(DATA SHOWN):

>>>

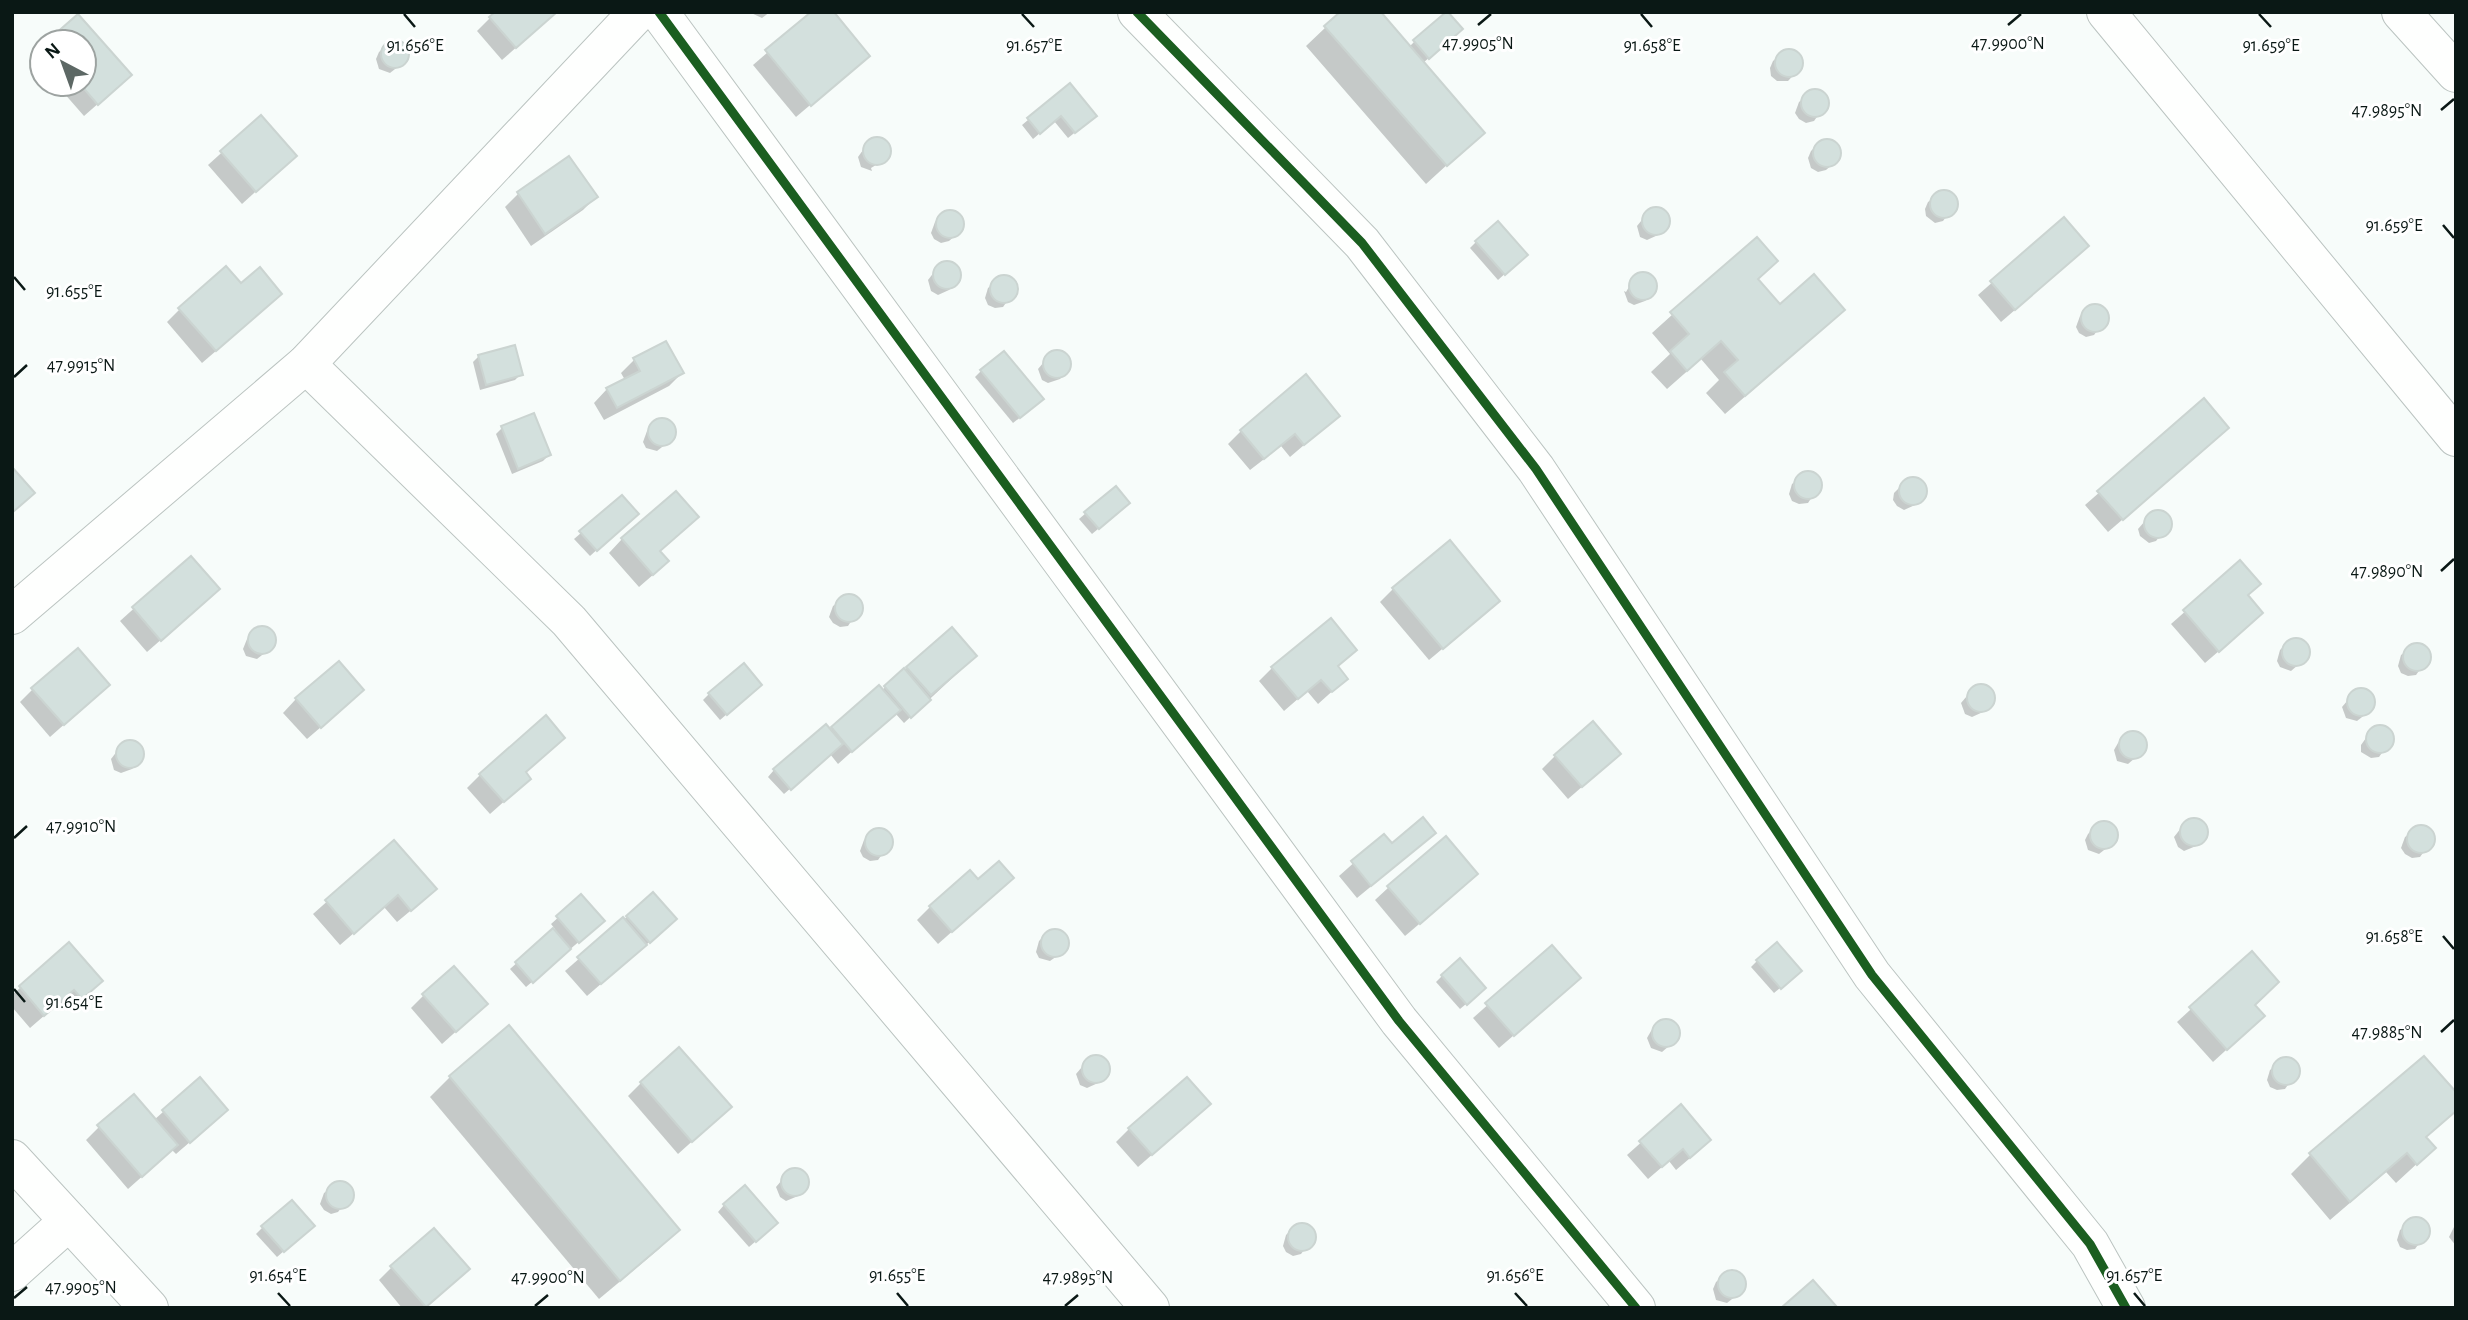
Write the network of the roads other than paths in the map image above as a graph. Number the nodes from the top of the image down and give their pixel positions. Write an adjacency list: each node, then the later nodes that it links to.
1 (638, 12): 7 (street)
2 (659, 12): 15 (street)
3 (1137, 12): 16 (street)
4 (2106, 12): 8 (street)
5 (2401, 12): 6 (street)
6 (2456, 73)
7 (306, 364): 9 (street); 14 (street)
8 (2456, 438)
9 (12, 615)
10 (12, 1159): 11 (street)
11 (69, 1221): 12 (street); 13 (street)
12 (12, 1272)
13 (149, 1308)
14 (1150, 1308)
15 (1636, 1308)
16 (2126, 1308)

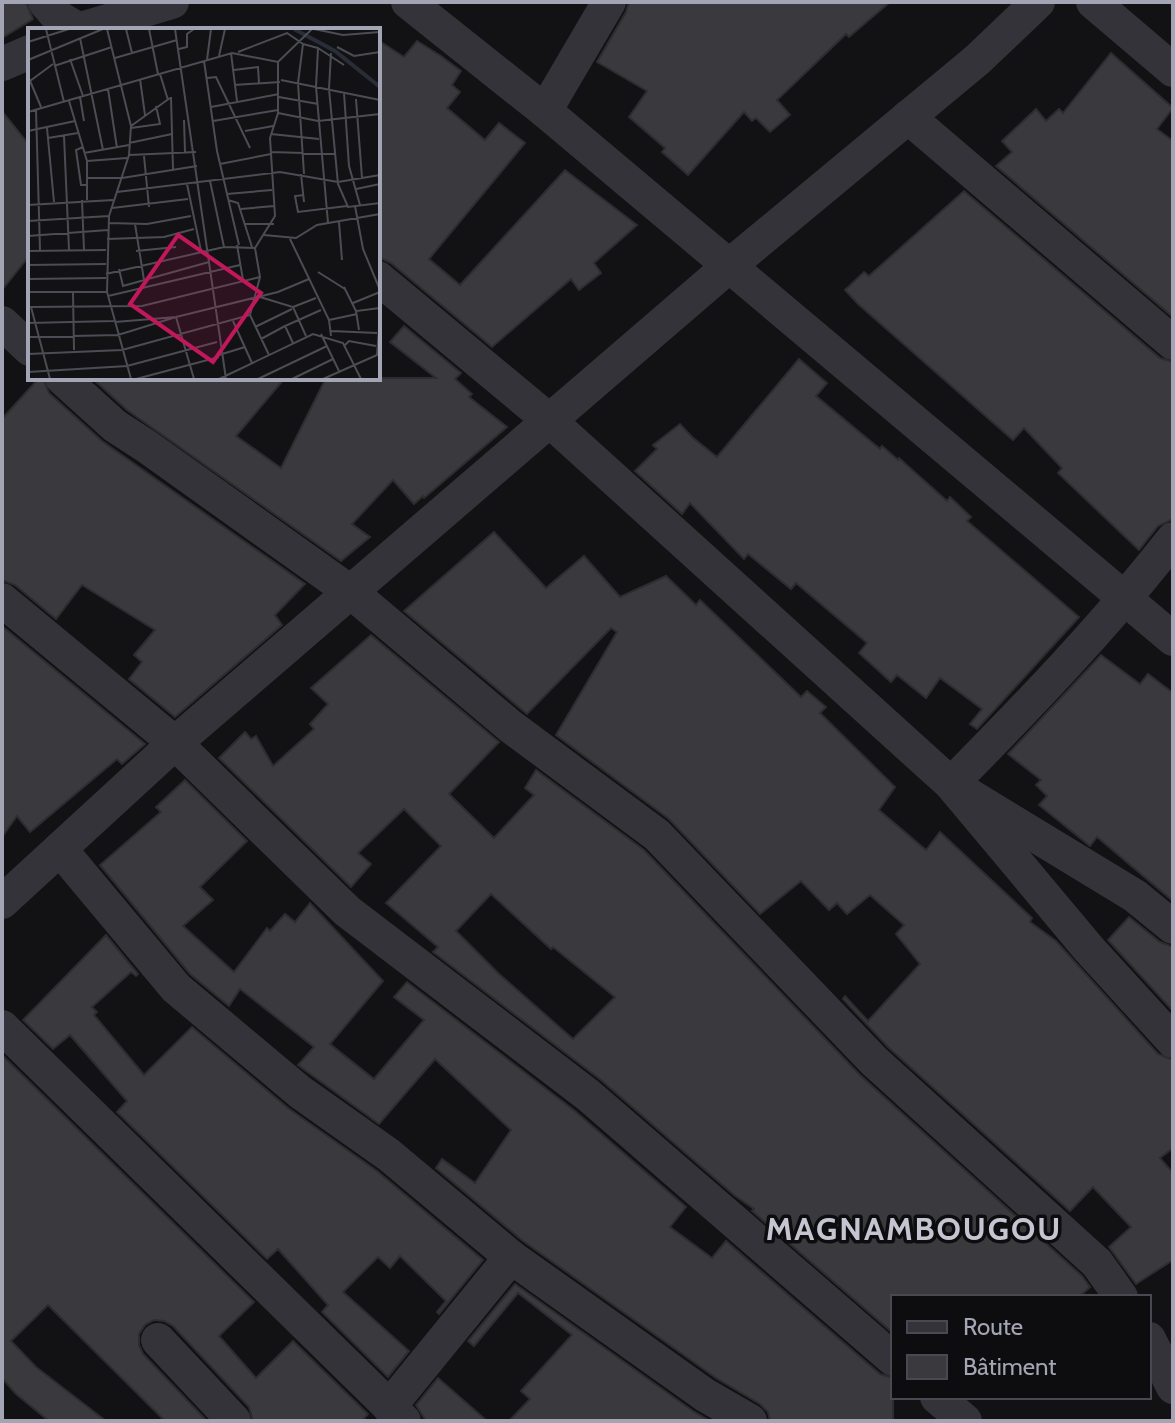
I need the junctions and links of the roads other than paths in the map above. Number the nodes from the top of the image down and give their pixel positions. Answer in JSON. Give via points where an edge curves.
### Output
{"nodes":[{"id":1,"x":172,"y":2,"type":"edge"},
{"id":2,"x":408,"y":2,"type":"edge"},
{"id":3,"x":609,"y":2,"type":"edge"},
{"id":4,"x":1038,"y":2,"type":"edge"},
{"id":5,"x":1093,"y":2,"type":"edge"},
{"id":6,"x":65,"y":18,"type":"edge"},
{"id":7,"x":28,"y":53,"type":"edge"},
{"id":8,"x":2,"y":64,"type":"edge"},
{"id":9,"x":1173,"y":70,"type":"edge"},
{"id":10,"x":545,"y":111,"type":"junction"},
{"id":11,"x":908,"y":117,"type":"junction"},
{"id":12,"x":729,"y":266,"type":"junction"},
{"id":13,"x":380,"y":280,"type":"edge"},
{"id":14,"x":2,"y":323,"type":"edge"},
{"id":15,"x":1173,"y":343,"type":"edge"},
{"id":16,"x":28,"y":347,"type":"edge"},
{"id":17,"x":64,"y":380,"type":"edge"},
{"id":18,"x":550,"y":421,"type":"junction"},
{"id":19,"x":1173,"y":539,"type":"edge"},
{"id":20,"x":352,"y":593,"type":"junction"},
{"id":21,"x":1126,"y":599,"type":"junction"},
{"id":22,"x":2,"y":600,"type":"edge"},
{"id":23,"x":1173,"y":639,"type":"edge"},
{"id":24,"x":175,"y":743,"type":"junction"},
{"id":25,"x":951,"y":784,"type":"junction"},
{"id":26,"x":60,"y":849,"type":"junction"},
{"id":27,"x":2,"y":902,"type":"edge"},
{"id":28,"x":1173,"y":927,"type":"edge"},
{"id":29,"x":2,"y":1027,"type":"edge"},
{"id":30,"x":1173,"y":1041,"type":"edge"},
{"id":31,"x":511,"y":1257,"type":"junction"},
{"id":32,"x":1120,"y":1295,"type":"edge"},
{"id":33,"x":158,"y":1340,"type":"dead end"},
{"id":34,"x":1151,"y":1343,"type":"edge"},
{"id":35,"x":891,"y":1357,"type":"edge"},
{"id":36,"x":1173,"y":1387,"type":"edge"},
{"id":37,"x":939,"y":1399,"type":"edge"},
{"id":38,"x":396,"y":1414,"type":"edge"},
{"id":39,"x":234,"y":1421,"type":"edge"},
{"id":40,"x":750,"y":1421,"type":"edge"},
{"id":41,"x":965,"y":1421,"type":"edge"}],
"edges":[{"from":1,"to":6,"type":"street"},
{"from":2,"to":10,"type":"street"},
{"from":3,"to":10,"type":"street"},
{"from":4,"to":11,"type":"street"},
{"from":5,"to":9,"type":"street"},
{"from":7,"to":8,"type":"street"},
{"from":10,"to":12,"type":"street"},
{"from":11,"to":12,"type":"street"},
{"from":11,"to":15,"type":"street"},
{"from":12,"to":18,"type":"street"},
{"from":12,"to":21,"type":"street"},
{"from":13,"to":18,"type":"street"},
{"from":14,"to":16,"type":"street"},
{"from":17,"to":20,"type":"street","via":[[115,426]]},
{"from":18,"to":20,"type":"street"},
{"from":18,"to":25,"type":"street"},
{"from":19,"to":21,"type":"street"},
{"from":20,"to":24,"type":"street"},
{"from":20,"to":32,"type":"street","via":[[510,726],[657,835],[874,1061],[1097,1263]]},
{"from":21,"to":23,"type":"street"},
{"from":21,"to":25,"type":"street"},
{"from":22,"to":24,"type":"street"},
{"from":24,"to":26,"type":"street"},
{"from":24,"to":35,"type":"street","via":[[347,911],[588,1095]]},
{"from":25,"to":28,"type":"street","via":[[1135,896]]},
{"from":25,"to":30,"type":"street"},
{"from":26,"to":27,"type":"street"},
{"from":26,"to":31,"type":"street","via":[[176,988]]},
{"from":29,"to":38,"type":"street"},
{"from":31,"to":38,"type":"street"},
{"from":31,"to":40,"type":"street","via":[[705,1395]]},
{"from":33,"to":39,"type":"street"},
{"from":34,"to":36,"type":"street"},
{"from":37,"to":41,"type":"street"}]}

<<<

(PROBLEM STATEMENT): From the entries above, copy every line containing the word "down".

(WRITTEN SOLUTION):
Write the network of the roads other than paths in the map image above as a graph. Number the nodes from the top of the image down and give their pixel positions. Write an adjacency list: each node, then the later nodes that it links to.
I need the junctions and links of the roads other than paths in the map above. Number the nodes from the top of the image down and give their pixel positions. Answer in JSON. Give via points where an edge curves.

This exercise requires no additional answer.